Precision bugs are silent by construction — a float-tainted quantity validates successfully and only surfaces three stages downstream as an unexplained variance. Recovery has to start from the quarantine record, not from the reconciliation exception:

  • Trace phantom variances to their coercion path first. Before treating a small quantity or price mismatch as a business exception, check whether either side of the comparison ever passed through float. A variance that is a repeating binary fraction (0.1000000000000000055511151231257827021181583404541015625 truncated to look like 0.1) is a coercion bug, not a shipment discrepancy, and belongs back at this validator, not in the exception queue documented for Setting Quantity and Price Tolerance Windows.
  • Replay quarantined records after a schema fix. Because validate_receiving_line never mutates the original payload, a corrected max_digits or an added currency alias can be deployed and every quarantined record reprocessed idempotently without re-fetching from the source system.
  • Distinguish InvalidOperation from ValidationError. Decimal() parsing raises InvalidOperation for genuinely unparseable strings; Pydantic’s ValidationError carries the full field path and error type. Catching InvalidOperation inside the validator and re-raising as ValueError is what lets it surface through the structured ValidationError.errors() list instead of crashing the batch.
  • Watch for rounding-mode drift across services. If the ingestion validator quantizes with ROUND_HALF_UP but a downstream aggregation service uses the Decimal module’s default ROUND_HALF_EVEN, the two totals will diverge by a cent on every batch with an odd number of .5 boundary values — pin and document the rounding mode once, at the schema boundary, and treat any other service that re-rounds the same field as a bug.
  • Alert on a rising PRECISION_EXCEEDED share, distinct from FLOAT_REJECTED. A rising float-rejection rate usually means a new integration emits typed JSON numbers instead of strings and needs an explicit str() cast upstream; a rising precision-exceeded rate usually means a supplier changed their unit-of-measure granularity and the field’s decimal_places genuinely needs revisiting.

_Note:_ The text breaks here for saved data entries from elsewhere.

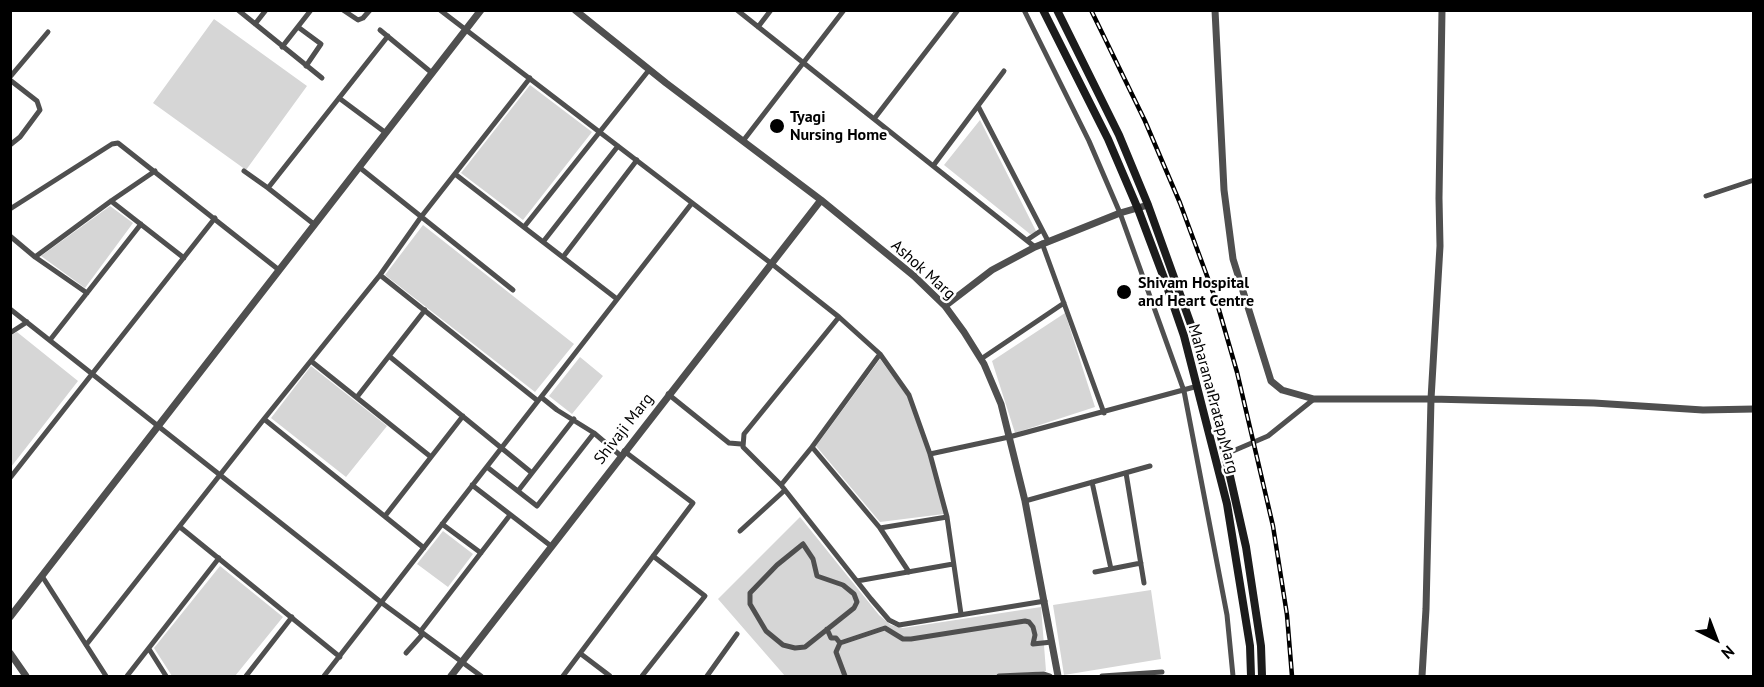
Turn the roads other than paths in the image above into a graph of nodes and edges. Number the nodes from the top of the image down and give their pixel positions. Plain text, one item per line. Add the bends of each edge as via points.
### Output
1 (238, 10) edge
2 (266, 10) edge
3 (311, 10) edge
4 (343, 10) edge
5 (370, 10) edge
6 (440, 10) edge
7 (481, 10) edge
8 (575, 10) edge
9 (737, 10) edge
10 (771, 10) edge
11 (844, 10) edge
12 (958, 10) edge
13 (1024, 10) edge
14 (1043, 10) edge
15 (1057, 10) edge
16 (1215, 10) edge
17 (1442, 10) edge
18 (255, 24) junction
19 (298, 27) junction
20 (758, 27) junction
21 (380, 30) dead end
22 (466, 30) junction
23 (48, 32) dead end
24 (388, 36) junction
25 (282, 46) junction
26 (803, 63) junction
27 (306, 66) junction
28 (649, 70) junction
29 (1004, 71) dead end
30 (432, 73) junction
31 (10, 78) edge
32 (322, 78) dead end
33 (530, 78) junction
34 (339, 98) junction
35 (978, 106) junction
36 (874, 119) junction
37 (600, 132) junction
38 (386, 133) junction
39 (743, 141) junction
40 (10, 145) edge
41 (618, 146) junction
42 (637, 160) junction
43 (933, 166) junction
44 (359, 167) junction
45 (156, 171) junction
46 (244, 171) dead end
47 (455, 174) junction
48 (1754, 180) edge
49 (268, 188) junction
50 (1706, 196) dead end
51 (821, 200) junction
52 (111, 201) junction
53 (692, 203) junction
54 (1148, 205) junction
55 (10, 209) edge
56 (1138, 209) junction
57 (1120, 213) junction
58 (421, 217) junction
59 (215, 219) junction
60 (141, 224) junction
61 (315, 225) junction
62 (524, 227) junction
63 (1042, 230) junction
64 (10, 236) edge
65 (1027, 240) junction
66 (543, 242) junction
67 (1042, 244) junction
68 (35, 257) junction
69 (184, 258) junction
70 (563, 258) junction
71 (772, 264) junction
72 (279, 270) junction
73 (380, 275) junction
74 (513, 290) dead end
75 (87, 294) junction
76 (617, 299) junction
77 (1064, 303) junction
78 (945, 306) junction
79 (10, 309) edge
80 (425, 310) junction
81 (839, 317) junction
82 (27, 322) junction
83 (10, 333) edge
84 (50, 340) junction
85 (880, 354) junction
86 (389, 356) junction
87 (981, 359) junction
88 (311, 361) junction
89 (93, 375) junction
90 (1198, 386) junction
91 (1184, 391) junction
92 (668, 394) junction
93 (357, 397) junction
94 (539, 399) junction
95 (1314, 399) junction
96 (1431, 399) junction
97 (1754, 409) edge
98 (1104, 413) junction
99 (463, 416) junction
100 (264, 419) junction
101 (574, 419) junction
102 (159, 425) junction
103 (594, 433) junction
104 (1009, 437) junction
105 (741, 444) junction
106 (502, 447) junction
107 (812, 447) junction
108 (622, 454) junction
109 (930, 454) junction
110 (1226, 454) junction
111 (431, 457) junction
112 (487, 466) junction
113 (1150, 466) dead end
114 (1126, 473) junction
115 (532, 474) junction
116 (221, 475) junction
117 (10, 478) edge
118 (1092, 482) junction
119 (472, 485) junction
120 (783, 487) junction
121 (518, 491) junction
122 (1025, 501) junction
123 (510, 515) junction
124 (385, 516) junction
125 (947, 516) junction
126 (442, 524) junction
127 (180, 526) junction
128 (880, 528) junction
129 (740, 531) dead end
130 (551, 546) junction
131 (424, 548) junction
132 (481, 553) junction
133 (653, 556) junction
134 (219, 558) junction
135 (1141, 563) junction
136 (953, 564) junction
137 (1110, 569) junction
138 (909, 572) junction
139 (1095, 572) dead end
140 (42, 576) junction
141 (857, 581) junction
142 (1144, 583) dead end
143 (1045, 601) junction
144 (382, 603) junction
145 (961, 614) junction
146 (10, 617) edge
147 (292, 617) junction
148 (827, 629) junction
149 (421, 633) junction
150 (737, 634) dead end
151 (1052, 642) junction
152 (840, 643) junction
153 (86, 645) junction
154 (149, 649) junction
155 (10, 653) edge
156 (406, 653) dead end
157 (581, 654) junction
158 (340, 657) junction
159 (461, 663) junction
160 (1162, 672) dead end
161 (27, 676) edge
162 (106, 676) edge
163 (128, 676) edge
164 (166, 676) edge
165 (246, 676) edge
166 (324, 676) edge
167 (451, 676) edge
168 (481, 676) edge
169 (563, 676) edge
170 (610, 676) edge
171 (642, 676) edge
172 (707, 676) edge
173 (845, 676) edge
174 (999, 676) edge
175 (1050, 676) edge
176 (1058, 676) edge
177 (1102, 676) edge
178 (1233, 676) edge
179 (1251, 676) edge
180 (1262, 676) edge
181 (1422, 676) edge

1 - 18 street
2 - 18 street
3 - 19 street
4 - 5 street via 358,20
6 - 22 street
7 - 22 street
8 - 28 street, Ashok Marg
9 - 20 street
10 - 20 street
11 - 26 street
12 - 36 street
13 - 57 street
14 - 56 main road, Maharana Pratap Marg via 1108,139
15 - 54 main road, Maharana Pratap Marg via 1119,135
16 - 95 street via 1224,190 1233,259 1271,381 1282,390
17 - 96 street via 1440,246
18 - 25 street
19 - 25 street
19 - 27 street via 321,44
20 - 26 street
21 - 24 street
22 - 30 street
22 - 33 street
23 - 31 street
24 - 30 street
24 - 34 street
25 - 27 street
26 - 36 street
26 - 39 street
27 - 32 street
28 - 37 street
28 - 39 street, Ashok Marg
29 - 35 street
30 - 38 street
31 - 40 street via 37,101 40,110
33 - 37 street
33 - 47 street
34 - 38 street
34 - 49 street
35 - 43 street
35 - 63 street
36 - 43 street
37 - 41 street
37 - 62 street
38 - 44 street
39 - 51 street, Ashok Marg
41 - 42 street
41 - 66 street
42 - 53 street
42 - 70 street
43 - 65 street
44 - 58 street
44 - 61 street
45 - 52 street
45 - 55 street via 115,142
45 - 59 street
46 - 49 street
47 - 58 street
47 - 62 street
48 - 50 street
49 - 61 street
51 - 71 street, Shivaji Marg
51 - 78 street, Ashok Marg
52 - 60 street
52 - 68 street
53 - 71 street
53 - 76 street
54 - 56 street
54 - 110 main road, Maharana Pratap Marg via 1194,333
56 - 57 street
56 - 90 main road, Maharana Pratap Marg
57 - 67 street
57 - 91 street
58 - 73 street
58 - 74 street
59 - 69 street
59 - 72 street
60 - 69 street
60 - 75 street
61 - 72 street
62 - 66 street
63 - 65 street
63 - 67 street
64 - 68 street
65 - 67 street
66 - 70 street
67 - 77 street
67 - 78 street via 992,270
68 - 75 street
69 - 89 street
70 - 76 street
71 - 81 street
71 - 92 street, Shivaji Marg
72 - 102 street
73 - 80 street
73 - 88 street
75 - 84 street
76 - 94 street
77 - 87 street
77 - 98 street
78 - 87 street, Ashok Marg
79 - 82 street
80 - 86 street
80 - 94 street
81 - 85 street
81 - 105 street via 744,434
82 - 83 street
82 - 84 street
84 - 89 street
85 - 107 street
85 - 109 street via 909,396
86 - 93 street
86 - 99 street
87 - 104 street, Ashok Marg via 1001,404
88 - 93 street
88 - 100 street
89 - 102 street
89 - 117 street
90 - 91 street
90 - 179 main road, Maharana Pratap Marg via 1227,504 1250,646
91 - 98 street
91 - 178 street via 1227,615
92 - 105 street via 729,443
92 - 108 street, Shivaji Marg
93 - 111 street
94 - 101 street
94 - 106 street
95 - 96 street
95 - 110 street via 1268,436
96 - 97 street
96 - 181 street
98 - 104 street
99 - 106 street
99 - 111 street
100 - 116 street
100 - 124 street
101 - 103 street
101 - 115 street
102 - 116 street
102 - 140 street
103 - 108 street
103 - 121 street via 537,506
104 - 109 street
104 - 122 street, Ashok Marg
105 - 120 street
106 - 112 street
106 - 115 street
107 - 120 street
107 - 128 street
108 - 130 street, Shivaji Marg
108 - 133 street via 693,503
109 - 125 street
110 - 180 main road, Maharana Pratap Marg via 1246,547
111 - 124 street
112 - 119 street
112 - 121 street
113 - 114 street
114 - 118 street
114 - 135 street
115 - 121 street
116 - 127 street
116 - 144 street
118 - 122 street
118 - 137 street
119 - 123 street
119 - 126 street
120 - 129 street
120 - 141 street
122 - 143 street, Ashok Marg
123 - 130 street
123 - 132 street
124 - 131 street
125 - 128 street
125 - 136 street
126 - 131 street
126 - 132 street
127 - 134 street
127 - 153 street
128 - 138 street
130 - 159 street, Shivaji Marg
131 - 144 street
132 - 149 street
133 - 157 street
133 - 171 street via 705,596
134 - 147 street
134 - 154 street
135 - 137 street
135 - 142 street
136 - 138 street
136 - 145 street
137 - 139 street
138 - 141 street
140 - 146 street
140 - 153 street
141 - 145 street via 890,620 899,625
143 - 145 street
143 - 151 street, Ashok Marg
144 - 149 street
144 - 158 street
147 - 158 street
147 - 165 street
148 - 148 street via 805,647 783,645 766,631 750,604 750,593 803,544 813,559 817,576 843,585 854,594 854,608
148 - 152 street via 831,638
149 - 156 street
149 - 159 street
150 - 172 street
151 - 152 street via 1033,644 1034,627 1025,621 911,639 903,639 885,627
151 - 176 street, Ashok Marg
152 - 173 street via 836,652
153 - 162 street
154 - 163 street
154 - 164 street
155 - 161 street
157 - 169 street
157 - 170 street
158 - 166 street
159 - 167 street, Shivaji Marg
159 - 168 street
160 - 177 street
174 - 175 street

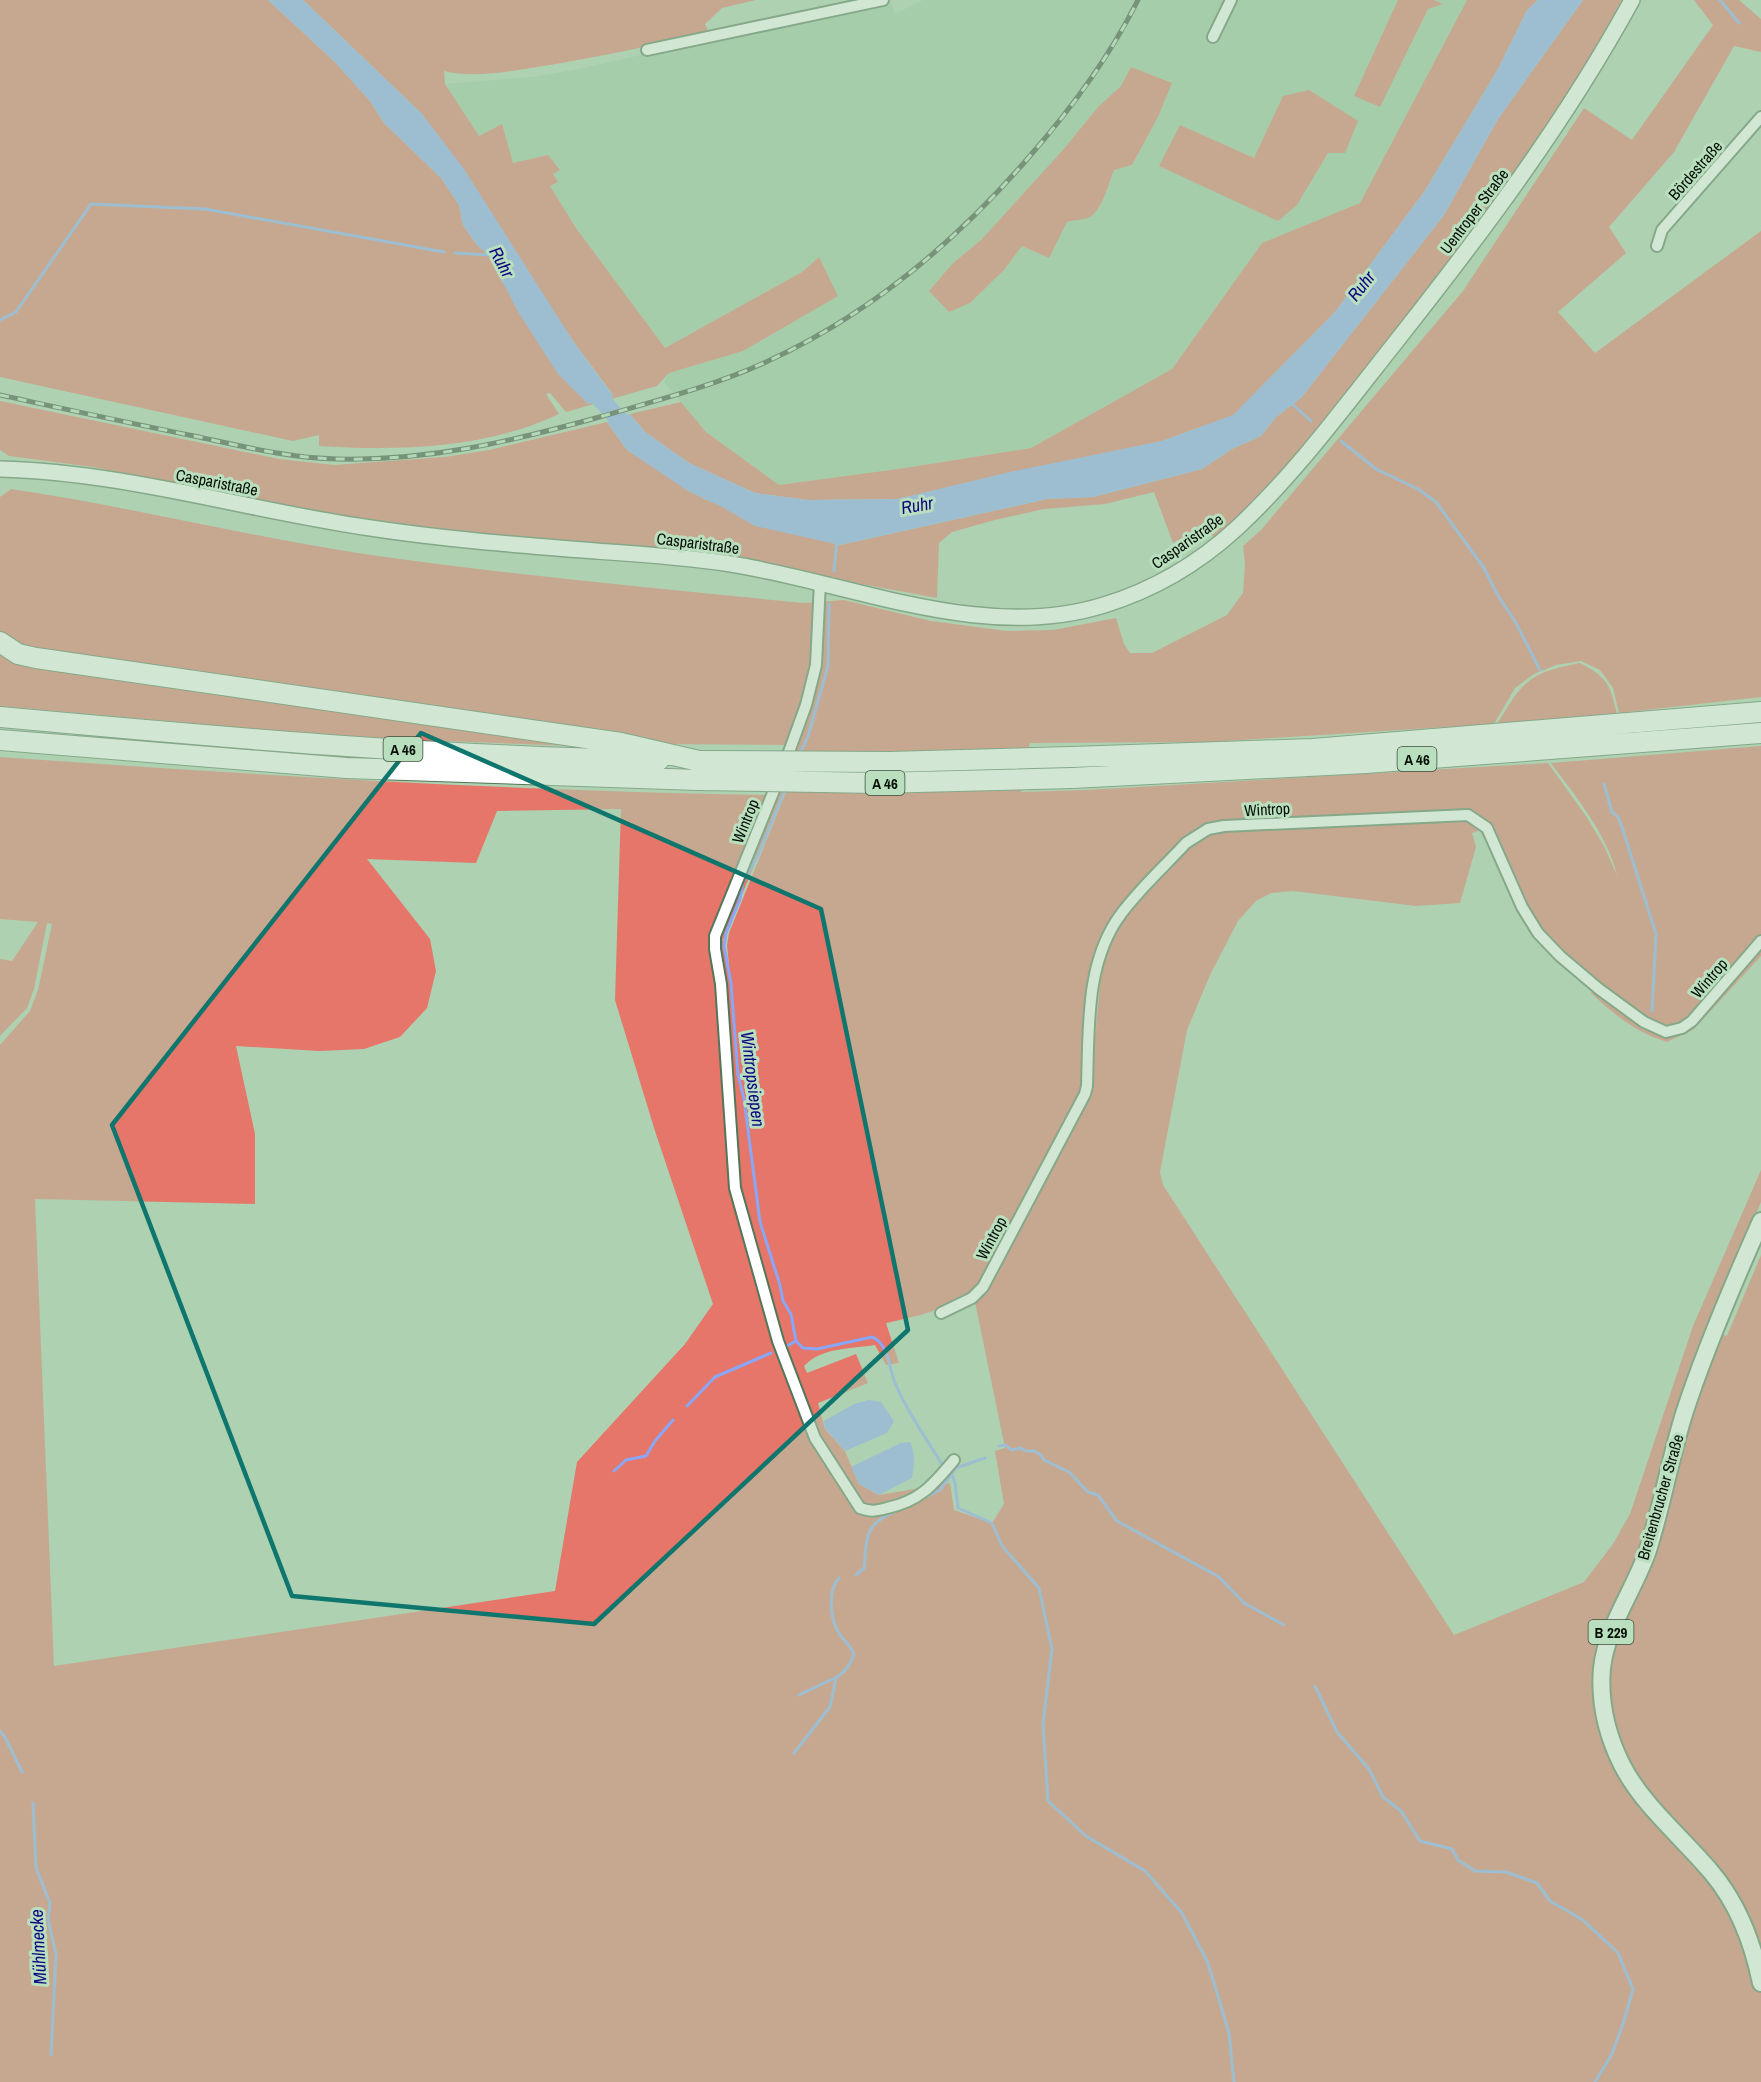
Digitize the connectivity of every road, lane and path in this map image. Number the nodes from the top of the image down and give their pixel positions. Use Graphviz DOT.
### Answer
graph roads {
  1 [pos="883,0"];
  2 [pos="1231,0"];
  3 [pos="1632,0"];
  4 [pos="1213,37"];
  5 [pos="647,50"];
  6 [pos="1761,117"];
  7 [pos="1657,246"];
  8 [pos="1325,429"];
  9 [pos="0,469"];
  10 [pos="820,582"];
  11 [pos="0,642"];
  12 [pos="1761,712"];
  13 [pos="1,717"];
  14 [pos="1761,733"];
  15 [pos="0,740"];
  16 [pos="698,770"];
  17 [pos="1761,940"];
  18 [pos="1761,1221"];
  19 [pos="940,1313"];
  20 [pos="954,1460"];
  21 [pos="1761,1983"];
  1 -- 5 [label="street"];
  2 -- 4 [label="street"];
  3 -- 8 [label="main road, Uentroper Straße"];
  6 -- 7 [label="street, Bördestraße"];
  8 -- 10 [label="main road, Casparistraße"];
  9 -- 10 [label="main road, Casparistraße"];
  10 -- 20 [label="street, Wintrop"];
  11 -- 16 [label="highway"];
  12 -- 16 [label="highway, A 46, bridge"];
  13 -- 16 [label="highway, A 46"];
  14 -- 16 [label="highway, A 46, bridge"];
  15 -- 16 [label="highway, A 46"];
  17 -- 19 [label="street, Wintrop"];
  18 -- 21 [label="main road, Breitenbrucher Straße / B 229"];
}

FAQ Permalink to this section

Why does Pydantic’s default lax coercion corrupt financial quantities if float is a valid Python number? Permalink to this section

Because Pydantic’s default (non-strict) numeric coercion will accept a float for a Decimal field by calling Decimal(value) directly on the float object, which reproduces the float’s exact binary representation — not the decimal value a human typed. Decimal(1234.50) is Decimal('1234.5000000000000454747350886464118957519531250'), not Decimal('1234.50'). The mode="before" validator in this pattern intercepts the value before Pydantic’s own coercion runs and rejects the float outright, forcing the caller to supply a string or an already-correct Decimal instead.

Should decimal_places match the currency’s minor unit or the source system’s precision? Permalink to this section

Match the destination ledger’s column precision, not the currency’s textbook minor unit. Most currencies post at 2 decimal places, but unit prices computed after FX conversion routinely need 6 to avoid rounding a sub-cent difference to zero across thousands of lines, and physical quantities in kilograms or liters often need 3–4dp that has nothing to do with currency at all. Setting decimal_places from the NUMERIC(p, s) definition of the table the value will eventually be written to is the only choice that prevents a value from validating successfully and then failing on write.

What rounding mode should the quantize step use for financial quantities? Permalink to this section

ROUND_HALF_UP is the safest default because it matches how most ERP and accounting systems round for display and posting, and it is unambiguous to audit. ROUND_HALF_EVEN (banker’s rounding) is sometimes required for tax calculations specifically because it eliminates a slight upward bias across large populations of .5 values — use it only where a specific business rule mandates it, and never let two services in the same pipeline quantize the same field with different modes.